HOW LEVITY DESTROYS HOLY INFLUENCE
From the 1858 Primitive Methodist MagazinePreacher, is your levity "out of the pulpit" destroying your holy influence "in the pulpit"? -- A solemn question! Every pastor every evangelist should give it serious consideration. -- DVM
In early life I well knew and greatly loved a brother minister. In all respects but one he was consistent as a Christian; few men could preach so ably, so evangelically, or so tearfully as he, and no small good was effected by his ministry. He had one Sabbath exchanged pulpits with a neighbouring brother, and in the evening dissolved his congregation in tears by the force and solemnity of his sermon.

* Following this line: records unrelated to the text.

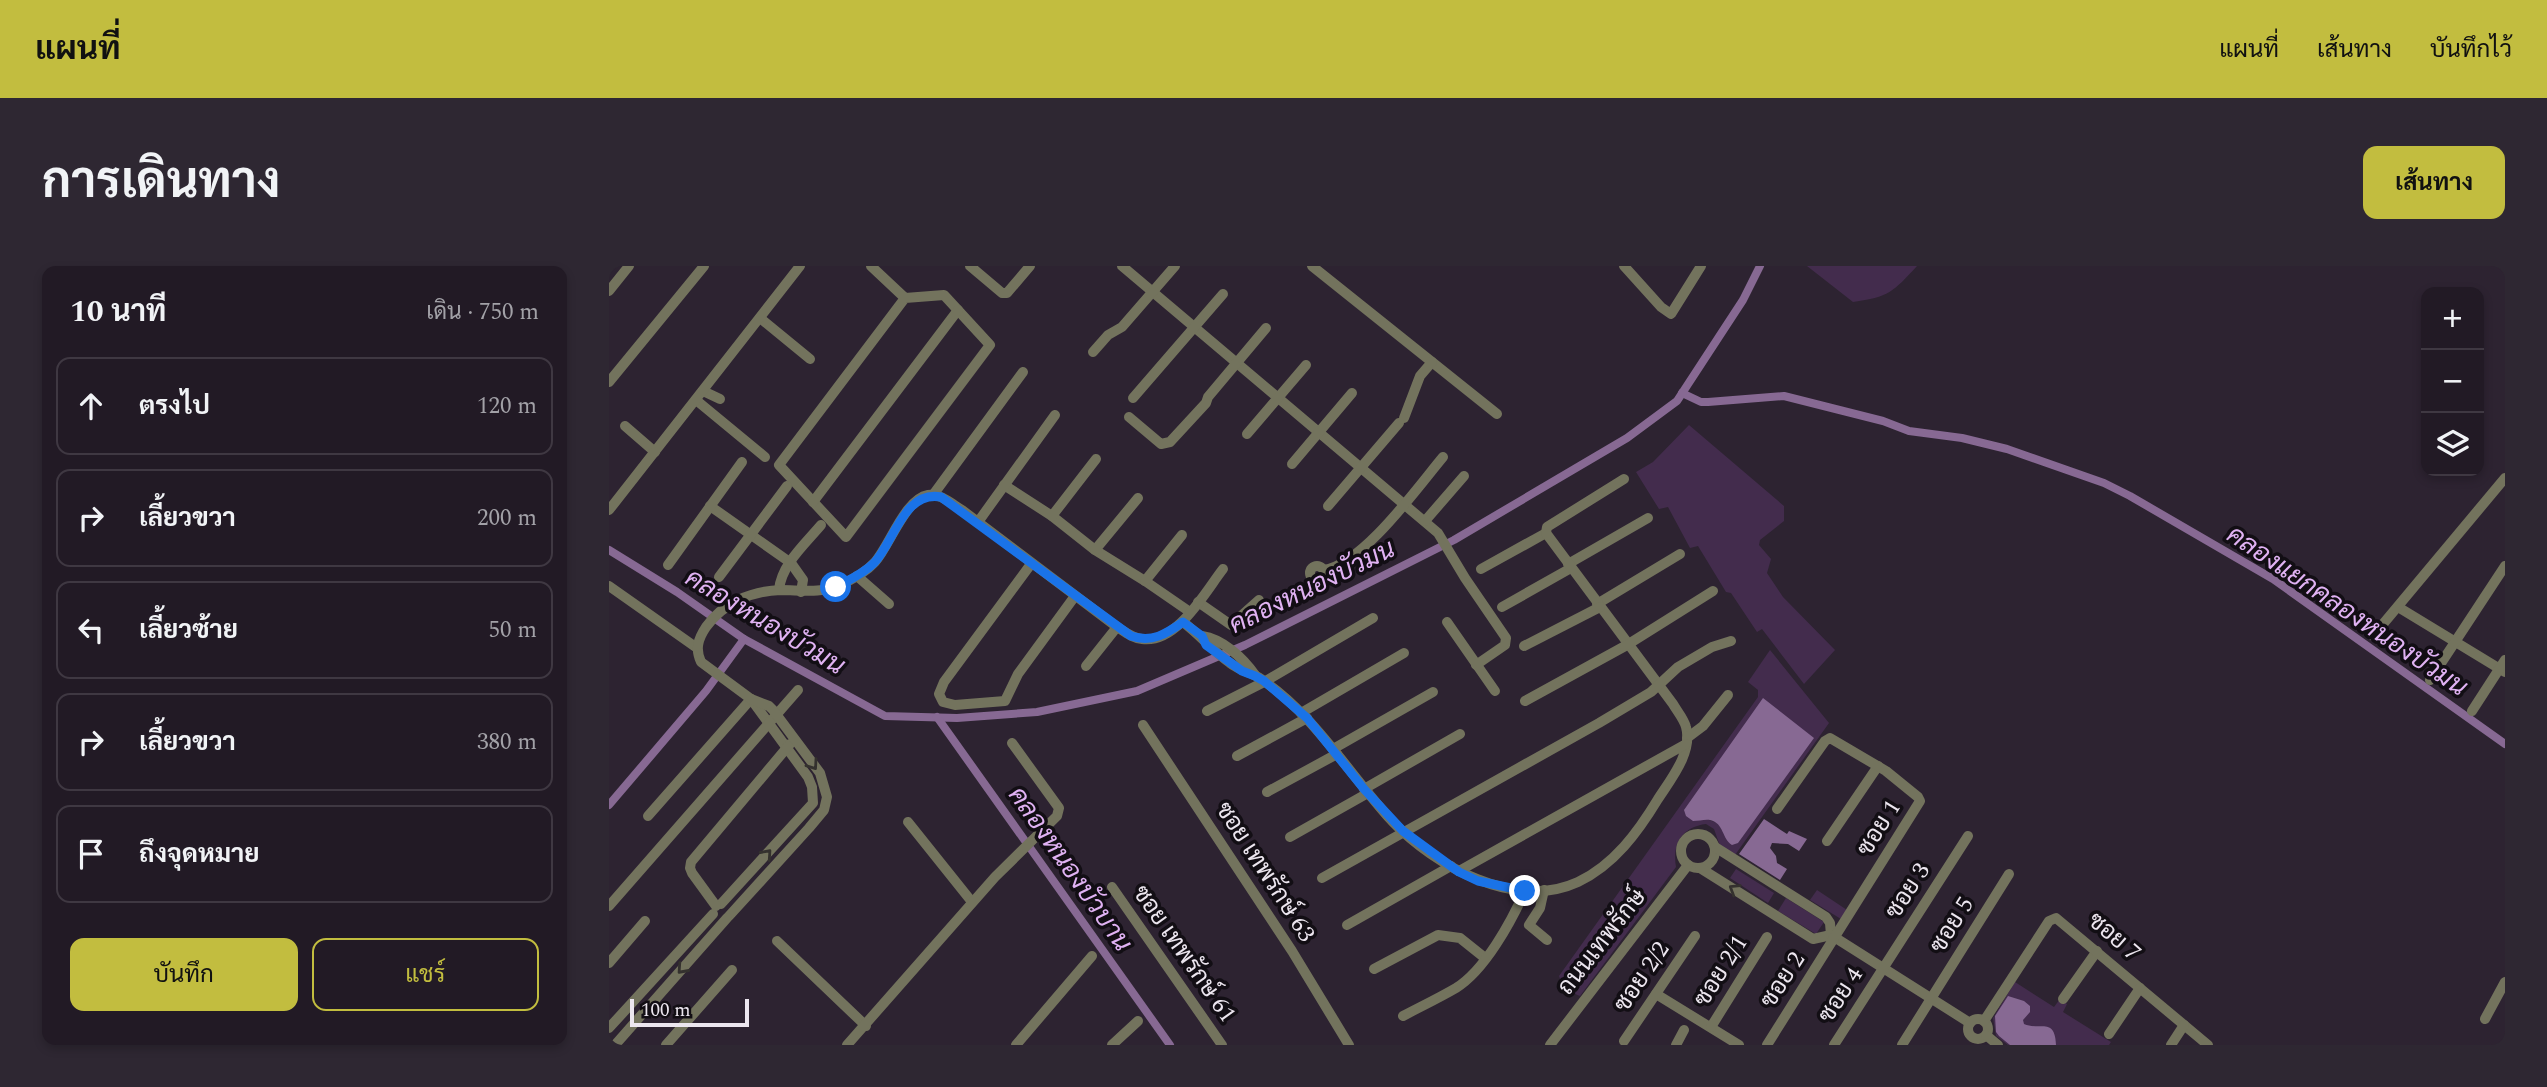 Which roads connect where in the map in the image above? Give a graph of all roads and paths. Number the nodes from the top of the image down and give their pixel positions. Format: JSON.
{"nodes":[{"id":1,"x":629,"y":266,"type":"edge"},
{"id":2,"x":800,"y":266,"type":"edge"},
{"id":3,"x":871,"y":266,"type":"edge"},
{"id":4,"x":970,"y":266,"type":"edge"},
{"id":5,"x":1030,"y":266,"type":"edge"},
{"id":6,"x":1122,"y":266,"type":"edge"},
{"id":7,"x":1175,"y":266,"type":"edge"},
{"id":8,"x":1312,"y":266,"type":"edge"},
{"id":9,"x":1624,"y":266,"type":"edge"},
{"id":10,"x":1701,"y":266,"type":"edge"},
{"id":11,"x":697,"y":269,"type":"edge"},
{"id":12,"x":609,"y":290,"type":"edge"},
{"id":13,"x":1153,"y":292,"type":"junction"},
{"id":14,"x":1223,"y":293,"type":"dead end"},
{"id":15,"x":905,"y":298,"type":"junction"},
{"id":16,"x":958,"y":310,"type":"junction"},
{"id":17,"x":759,"y":318,"type":"junction"},
{"id":18,"x":1194,"y":327,"type":"junction"},
{"id":19,"x":1266,"y":328,"type":"dead end"},
{"id":20,"x":1093,"y":352,"type":"dead end"},
{"id":21,"x":810,"y":359,"type":"dead end"},
{"id":22,"x":1432,"y":362,"type":"junction"},
{"id":23,"x":1236,"y":363,"type":"junction"},
{"id":24,"x":1306,"y":365,"type":"dead end"},
{"id":25,"x":1023,"y":372,"type":"dead end"},
{"id":26,"x":609,"y":382,"type":"edge"},
{"id":27,"x":1352,"y":393,"type":"dead end"},
{"id":28,"x":699,"y":395,"type":"junction"},
{"id":29,"x":1133,"y":398,"type":"dead end"},
{"id":30,"x":1278,"y":398,"type":"junction"},
{"id":31,"x":720,"y":399,"type":"dead end"},
{"id":32,"x":1497,"y":414,"type":"dead end"},
{"id":33,"x":1055,"y":415,"type":"dead end"},
{"id":34,"x":1129,"y":417,"type":"dead end"},
{"id":35,"x":625,"y":426,"type":"dead end"},
{"id":36,"x":1318,"y":432,"type":"junction"},
{"id":37,"x":1247,"y":434,"type":"dead end"},
{"id":38,"x":655,"y":452,"type":"junction"},
{"id":39,"x":765,"y":457,"type":"dead end"},
{"id":40,"x":1443,"y":457,"type":"dead end"},
{"id":41,"x":1097,"y":459,"type":"dead end"},
{"id":42,"x":741,"y":462,"type":"dead end"},
{"id":43,"x":1292,"y":464,"type":"dead end"},
{"id":44,"x":1361,"y":468,"type":"junction"},
{"id":45,"x":1464,"y":476,"type":"dead end"},
{"id":46,"x":1624,"y":479,"type":"dead end"},
{"id":47,"x":2503,"y":483,"type":"edge"},
{"id":48,"x":1004,"y":485,"type":"junction"},
{"id":49,"x":787,"y":486,"type":"dead end"},
{"id":50,"x":933,"y":495,"type":"junction"},
{"id":51,"x":1138,"y":498,"type":"dead end"},
{"id":52,"x":813,"y":502,"type":"junction"},
{"id":53,"x":1403,"y":503,"type":"junction"},
{"id":54,"x":710,"y":506,"type":"junction"},
{"id":55,"x":1328,"y":506,"type":"dead end"},
{"id":56,"x":609,"y":510,"type":"edge"},
{"id":57,"x":1052,"y":516,"type":"junction"},
{"id":58,"x":1648,"y":518,"type":"dead end"},
{"id":59,"x":1425,"y":521,"type":"junction"},
{"id":60,"x":978,"y":522,"type":"junction"},
{"id":61,"x":821,"y":525,"type":"dead end"},
{"id":62,"x":1546,"y":533,"type":"junction"},
{"id":63,"x":751,"y":534,"type":"junction"},
{"id":64,"x":1182,"y":535,"type":"dead end"},
{"id":65,"x":1095,"y":550,"type":"junction"},
{"id":66,"x":1680,"y":554,"type":"dead end"},
{"id":67,"x":791,"y":563,"type":"junction"},
{"id":68,"x":1031,"y":564,"type":"junction"},
{"id":69,"x":669,"y":565,"type":"dead end"},
{"id":70,"x":1570,"y":566,"type":"junction"},
{"id":71,"x":2505,"y":566,"type":"edge"},
{"id":72,"x":1223,"y":569,"type":"dead end"},
{"id":73,"x":1481,"y":569,"type":"dead end"},
{"id":74,"x":1324,"y":570,"type":"dead end"},
{"id":75,"x":857,"y":576,"type":"junction"},
{"id":76,"x":719,"y":577,"type":"dead end"},
{"id":77,"x":1145,"y":580,"type":"junction"},
{"id":78,"x":609,"y":586,"type":"edge"},
{"id":79,"x":779,"y":590,"type":"junction"},
{"id":80,"x":1713,"y":591,"type":"dead end"},
{"id":81,"x":801,"y":592,"type":"junction"},
{"id":82,"x":1075,"y":596,"type":"junction"},
{"id":83,"x":1259,"y":600,"type":"dead end"},
{"id":84,"x":1198,"y":602,"type":"junction"},
{"id":85,"x":889,"y":604,"type":"dead end"},
{"id":86,"x":1598,"y":606,"type":"junction"},
{"id":87,"x":1502,"y":607,"type":"dead end"},
{"id":88,"x":2398,"y":607,"type":"junction"},
{"id":89,"x":1190,"y":612,"type":"junction"},
{"id":90,"x":1373,"y":618,"type":"dead end"},
{"id":91,"x":1183,"y":622,"type":"junction"},
{"id":92,"x":1447,"y":622,"type":"dead end"},
{"id":93,"x":1117,"y":627,"type":"junction"},
{"id":94,"x":2373,"y":636,"type":"dead end"},
{"id":95,"x":1731,"y":641,"type":"dead end"},
{"id":96,"x":2455,"y":642,"type":"junction"},
{"id":97,"x":1627,"y":645,"type":"junction"},
{"id":98,"x":1524,"y":646,"type":"dead end"},
{"id":99,"x":697,"y":648,"type":"junction"},
{"id":100,"x":1404,"y":653,"type":"dead end"},
{"id":101,"x":1476,"y":665,"type":"junction"},
{"id":102,"x":1086,"y":666,"type":"dead end"},
{"id":103,"x":2503,"y":667,"type":"edge"},
{"id":104,"x":1260,"y":678,"type":"junction"},
{"id":105,"x":2430,"y":680,"type":"dead end"},
{"id":106,"x":1658,"y":685,"type":"junction"},
{"id":107,"x":799,"y":690,"type":"dead end"},
{"id":108,"x":1495,"y":691,"type":"dead end"},
{"id":109,"x":1433,"y":692,"type":"dead end"},
{"id":110,"x":1728,"y":695,"type":"dead end"},
{"id":111,"x":751,"y":699,"type":"junction"},
{"id":112,"x":1525,"y":701,"type":"dead end"},
{"id":113,"x":1206,"y":711,"type":"dead end"},
{"id":114,"x":2472,"y":711,"type":"dead end"},
{"id":115,"x":1304,"y":716,"type":"junction"},
{"id":116,"x":774,"y":719,"type":"junction"},
{"id":117,"x":1143,"y":725,"type":"dead end"},
{"id":118,"x":1460,"y":734,"type":"dead end"},
{"id":119,"x":1687,"y":741,"type":"junction"},
{"id":120,"x":791,"y":743,"type":"junction"},
{"id":121,"x":1012,"y":743,"type":"dead end"},
{"id":122,"x":1335,"y":752,"type":"junction"},
{"id":123,"x":1237,"y":756,"type":"dead end"},
{"id":124,"x":1878,"y":766,"type":"junction"},
{"id":125,"x":1366,"y":791,"type":"junction"},
{"id":126,"x":1267,"y":792,"type":"dead end"},
{"id":127,"x":1777,"y":809,"type":"dead end"},
{"id":128,"x":648,"y":816,"type":"dead end"},
{"id":129,"x":799,"y":820,"type":"junction"},
{"id":130,"x":908,"y":822,"type":"dead end"},
{"id":131,"x":809,"y":828,"type":"junction"},
{"id":132,"x":1403,"y":831,"type":"junction"},
{"id":133,"x":1968,"y":836,"type":"dead end"},
{"id":134,"x":1290,"y":837,"type":"dead end"},
{"id":135,"x":1827,"y":841,"type":"dead end"},
{"id":136,"x":1715,"y":847,"type":"junction"},
{"id":137,"x":1688,"y":865,"type":"junction"},
{"id":138,"x":1700,"y":868,"type":"junction"},
{"id":139,"x":1455,"y":869,"type":"junction"},
{"id":140,"x":2009,"y":874,"type":"dead end"},
{"id":141,"x":1322,"y":878,"type":"dead end"},
{"id":142,"x":1112,"y":887,"type":"dead end"},
{"id":143,"x":1544,"y":890,"type":"junction"},
{"id":144,"x":1525,"y":891,"type":"junction"},
{"id":145,"x":972,"y":902,"type":"junction"},
{"id":146,"x":609,"y":906,"type":"edge"},
{"id":147,"x":717,"y":908,"type":"junction"},
{"id":148,"x":728,"y":917,"type":"junction"},
{"id":149,"x":645,"y":921,"type":"dead end"},
{"id":150,"x":1347,"y":925,"type":"dead end"},
{"id":151,"x":1695,"y":936,"type":"dead end"},
{"id":152,"x":1833,"y":936,"type":"junction"},
{"id":153,"x":1767,"y":937,"type":"dead end"},
{"id":154,"x":777,"y":940,"type":"dead end"},
{"id":155,"x":1547,"y":940,"type":"dead end"},
{"id":156,"x":2097,"y":951,"type":"junction"},
{"id":157,"x":1091,"y":956,"type":"dead end"},
{"id":158,"x":1485,"y":958,"type":"junction"},
{"id":159,"x":609,"y":962,"type":"edge"},
{"id":160,"x":1884,"y":968,"type":"junction"},
{"id":161,"x":1374,"y":969,"type":"dead end"},
{"id":162,"x":732,"y":970,"type":"dead end"},
{"id":163,"x":2505,"y":982,"type":"edge"},
{"id":164,"x":2140,"y":988,"type":"junction"},
{"id":165,"x":1656,"y":993,"type":"junction"},
{"id":166,"x":1931,"y":998,"type":"junction"},
{"id":167,"x":2063,"y":999,"type":"dead end"},
{"id":168,"x":1403,"y":1016,"type":"dead end"},
{"id":169,"x":2485,"y":1019,"type":"dead end"},
{"id":170,"x":1138,"y":1021,"type":"dead end"},
{"id":171,"x":1985,"y":1021,"type":"junction"},
{"id":172,"x":611,"y":1022,"type":"edge"},
{"id":173,"x":1970,"y":1023,"type":"junction"},
{"id":174,"x":2184,"y":1025,"type":"junction"},
{"id":175,"x":866,"y":1026,"type":"junction"},
{"id":176,"x":1711,"y":1027,"type":"junction"},
{"id":177,"x":1683,"y":1030,"type":"dead end"},
{"id":178,"x":624,"y":1034,"type":"junction"},
{"id":179,"x":2109,"y":1034,"type":"dead end"},
{"id":180,"x":1986,"y":1035,"type":"junction"},
{"id":181,"x":1624,"y":1041,"type":"dead end"},
{"id":182,"x":1971,"y":1041,"type":"edge"},
{"id":183,"x":615,"y":1045,"type":"edge"},
{"id":184,"x":666,"y":1045,"type":"edge"},
{"id":185,"x":847,"y":1045,"type":"edge"},
{"id":186,"x":1016,"y":1045,"type":"edge"},
{"id":187,"x":1112,"y":1045,"type":"edge"},
{"id":188,"x":1222,"y":1045,"type":"edge"},
{"id":189,"x":1349,"y":1045,"type":"edge"},
{"id":190,"x":1550,"y":1045,"type":"edge"},
{"id":191,"x":1676,"y":1045,"type":"edge"},
{"id":192,"x":1739,"y":1045,"type":"edge"},
{"id":193,"x":1767,"y":1045,"type":"edge"},
{"id":194,"x":1835,"y":1045,"type":"edge"},
{"id":195,"x":1902,"y":1045,"type":"edge"},
{"id":196,"x":1999,"y":1045,"type":"edge"},
{"id":197,"x":2171,"y":1045,"type":"edge"},
{"id":198,"x":2208,"y":1045,"type":"edge"}],
"edges":[{"from":1,"to":12,"type":"street"},
{"from":2,"to":17,"type":"street"},
{"from":3,"to":15,"type":"street"},
{"from":4,"to":5,"type":"street"},
{"from":6,"to":13,"type":"street"},
{"from":7,"to":13,"type":"street"},
{"from":8,"to":22,"type":"street"},
{"from":9,"to":10,"type":"street"},
{"from":11,"to":26,"type":"street"},
{"from":13,"to":18,"type":"street"},
{"from":13,"to":20,"type":"street"},
{"from":14,"to":18,"type":"street"},
{"from":15,"to":16,"type":"street"},
{"from":15,"to":52,"type":"street"},
{"from":16,"to":52,"type":"street"},
{"from":16,"to":52,"type":"street"},
{"from":17,"to":21,"type":"street"},
{"from":17,"to":28,"type":"street"},
{"from":18,"to":23,"type":"street"},
{"from":18,"to":29,"type":"street"},
{"from":19,"to":23,"type":"street"},
{"from":22,"to":32,"type":"street"},
{"from":22,"to":44,"type":"street"},
{"from":23,"to":30,"type":"street"},
{"from":23,"to":34,"type":"street"},
{"from":24,"to":30,"type":"street"},
{"from":25,"to":50,"type":"street"},
{"from":27,"to":36,"type":"street"},
{"from":28,"to":31,"type":"street"},
{"from":28,"to":38,"type":"street"},
{"from":28,"to":39,"type":"street"},
{"from":30,"to":36,"type":"street"},
{"from":30,"to":37,"type":"street"},
{"from":33,"to":48,"type":"street"},
{"from":35,"to":38,"type":"street"},
{"from":36,"to":43,"type":"street"},
{"from":36,"to":44,"type":"street"},
{"from":38,"to":56,"type":"street"},
{"from":40,"to":53,"type":"street"},
{"from":41,"to":57,"type":"street"},
{"from":42,"to":54,"type":"street"},
{"from":44,"to":53,"type":"street"},
{"from":44,"to":55,"type":"street"},
{"from":45,"to":59,"type":"street"},
{"from":46,"to":62,"type":"street"},
{"from":47,"to":88,"type":"street"},
{"from":48,"to":57,"type":"street"},
{"from":48,"to":60,"type":"street"},
{"from":49,"to":63,"type":"street"},
{"from":50,"to":60,"type":"street"},
{"from":50,"to":75,"type":"street"},
{"from":51,"to":65,"type":"street"},
{"from":53,"to":59,"type":"street"},
{"from":53,"to":74,"type":"street"},
{"from":54,"to":63,"type":"street"},
{"from":54,"to":69,"type":"street"},
{"from":57,"to":65,"type":"street"},
{"from":58,"to":70,"type":"street"},
{"from":59,"to":101,"type":"street"},
{"from":60,"to":68,"type":"street"},
{"from":61,"to":67,"type":"street"},
{"from":62,"to":70,"type":"street"},
{"from":62,"to":73,"type":"street"},
{"from":63,"to":67,"type":"street"},
{"from":63,"to":76,"type":"street"},
{"from":64,"to":77,"type":"street"},
{"from":65,"to":77,"type":"street"},
{"from":66,"to":86,"type":"street"},
{"from":67,"to":79,"type":"street"},
{"from":67,"to":81,"type":"street"},
{"from":68,"to":82,"type":"street"},
{"from":68,"to":82,"type":"street"},
{"from":70,"to":86,"type":"street"},
{"from":70,"to":87,"type":"street"},
{"from":71,"to":96,"type":"street"},
{"from":72,"to":84,"type":"street"},
{"from":75,"to":81,"type":"street"},
{"from":75,"to":85,"type":"street"},
{"from":77,"to":89,"type":"street"},
{"from":78,"to":99,"type":"street"},
{"from":79,"to":81,"type":"street"},
{"from":79,"to":99,"type":"street"},
{"from":80,"to":97,"type":"street"},
{"from":82,"to":93,"type":"street"},
{"from":83,"to":84,"type":"street"},
{"from":84,"to":89,"type":"street"},
{"from":86,"to":97,"type":"street"},
{"from":86,"to":98,"type":"street"},
{"from":88,"to":94,"type":"street"},
{"from":88,"to":96,"type":"street"},
{"from":89,"to":91,"type":"street"},
{"from":90,"to":104,"type":"street"},
{"from":91,"to":93,"type":"street"},
{"from":91,"to":104,"type":"street"},
{"from":92,"to":101,"type":"street"},
{"from":93,"to":102,"type":"street"},
{"from":95,"to":106,"type":"street"},
{"from":96,"to":103,"type":"street"},
{"from":96,"to":105,"type":"street"},
{"from":97,"to":106,"type":"street"},
{"from":97,"to":112,"type":"street"},
{"from":99,"to":111,"type":"street"},
{"from":100,"to":115,"type":"street"},
{"from":101,"to":108,"type":"street"},
{"from":103,"to":114,"type":"street"},
{"from":104,"to":113,"type":"street"},
{"from":104,"to":115,"type":"street"},
{"from":106,"to":119,"type":"street"},
{"from":106,"to":132,"type":"street"},
{"from":107,"to":116,"type":"street"},
{"from":109,"to":122,"type":"street"},
{"from":110,"to":119,"type":"street"},
{"from":111,"to":116,"type":"street"},
{"from":111,"to":128,"type":"street"},
{"from":115,"to":122,"type":"street"},
{"from":115,"to":123,"type":"street"},
{"from":116,"to":120,"type":"street"},
{"from":116,"to":146,"type":"street"},
{"from":117,"to":189,"type":"street","name":"ซอย เทพรักษ์ 63"},
{"from":118,"to":125,"type":"street"},
{"from":119,"to":139,"type":"street"},
{"from":119,"to":143,"type":"street"},
{"from":120,"to":129,"type":"street"},
{"from":120,"to":131,"type":"street","one_way":true},
{"from":120,"to":147,"type":"street"},
{"from":121,"to":145,"type":"street"},
{"from":122,"to":125,"type":"street"},
{"from":122,"to":126,"type":"street"},
{"from":124,"to":127,"type":"street","name":"ซอย 1"},
{"from":124,"to":135,"type":"street"},
{"from":124,"to":152,"type":"street","name":"ซอย 1"},
{"from":125,"to":132,"type":"street"},
{"from":125,"to":134,"type":"street"},
{"from":129,"to":131,"type":"street"},
{"from":147,"to":129,"type":"street","one_way":true},
{"from":130,"to":145,"type":"street"},
{"from":131,"to":148,"type":"street"},
{"from":132,"to":139,"type":"street"},
{"from":132,"to":141,"type":"street"},
{"from":133,"to":160,"type":"street","name":"ซอย 3"},
{"from":136,"to":137,"type":"street"},
{"from":136,"to":138,"type":"street"},
{"from":136,"to":152,"type":"street"},
{"from":137,"to":138,"type":"street"},
{"from":137,"to":190,"type":"street","name":"ถนนเทพรักษ์"},
{"from":152,"to":138,"type":"street","one_way":true},
{"from":139,"to":144,"type":"street"},
{"from":139,"to":150,"type":"street"},
{"from":140,"to":166,"type":"street","name":"ซอย 5"},
{"from":142,"to":188,"type":"street","name":"ซอย เทพรักษ์ 61"},
{"from":143,"to":144,"type":"street"},
{"from":143,"to":155,"type":"street"},
{"from":144,"to":158,"type":"street"},
{"from":145,"to":175,"type":"street"},
{"from":147,"to":148,"type":"street"},
{"from":147,"to":172,"type":"street"},
{"from":148,"to":178,"type":"street","one_way":true},
{"from":149,"to":159,"type":"street"},
{"from":151,"to":165,"type":"street","name":"ซอย 2/2"},
{"from":152,"to":160,"type":"street"},
{"from":152,"to":193,"type":"street","name":"ซอย 2"},
{"from":153,"to":176,"type":"street","name":"ซอย 2/1"},
{"from":154,"to":175,"type":"street"},
{"from":156,"to":164,"type":"street","name":"ซอย 7"},
{"from":156,"to":167,"type":"street"},
{"from":156,"to":171,"type":"street","name":"ซอย 7"},
{"from":157,"to":186,"type":"street"},
{"from":158,"to":161,"type":"street"},
{"from":158,"to":168,"type":"street"},
{"from":160,"to":166,"type":"street"},
{"from":160,"to":194,"type":"street","name":"ซอย 4"},
{"from":162,"to":184,"type":"street"},
{"from":163,"to":169,"type":"street"},
{"from":164,"to":174,"type":"street","name":"ซอย 7"},
{"from":164,"to":179,"type":"street"},
{"from":165,"to":176,"type":"street"},
{"from":165,"to":181,"type":"street","name":"ซอย 2/2"},
{"from":166,"to":173,"type":"street"},
{"from":166,"to":195,"type":"street","name":"ซอย 5"},
{"from":170,"to":187,"type":"street"},
{"from":171,"to":173,"type":"street"},
{"from":171,"to":180,"type":"street"},
{"from":172,"to":178,"type":"street"},
{"from":173,"to":182,"type":"street"},
{"from":174,"to":197,"type":"street"},
{"from":174,"to":198,"type":"street","name":"ซอย 7"},
{"from":175,"to":185,"type":"street"},
{"from":176,"to":192,"type":"street"},
{"from":177,"to":191,"type":"street"},
{"from":178,"to":183,"type":"street"},
{"from":180,"to":182,"type":"street"},
{"from":180,"to":196,"type":"street"}]}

A Christian gentleman, having observed several of his own children in tears during the preaching, invited the minister home with him, hoping his conversation would deepen their holy impressions. But, alas! two hours were given to the lively witticism, the cutting irony, the biting sarcasm, and the droll anecdote; so that the gentleman, grieved at heart, could not feel it proper even to ask him to close the visit with prayer. The minister left, the Christian wept, and the young people were hardened in sin, one of them observing, "When he was in the pulpit, I really thought he meant what he said, but you see it was all pretence." On his dying-bed this minister said, and his words have never been forgotten,
"Oh, ___ never efface by levity out of the pulpit the good impressions you have made in it. If tears of blood could wash away the mischief I have done in this manner, I could freely shed them."
Bitter was his grief in the solemn hours of departure on this account.
And yet another fact, better than all these, and presenting a striking contrast to them. A Christian lady, speaking to me but the other day of her pastor, who yet happily presides over one of our churches, said, "For five years he was usually in our house three or four times a week, but he never suffered us for one moment to forget that he was the minister of Jesus Christ." He seems, indeed, to have been "a Christian in all company." May we, dear reader, "go and do likewise." Gaius.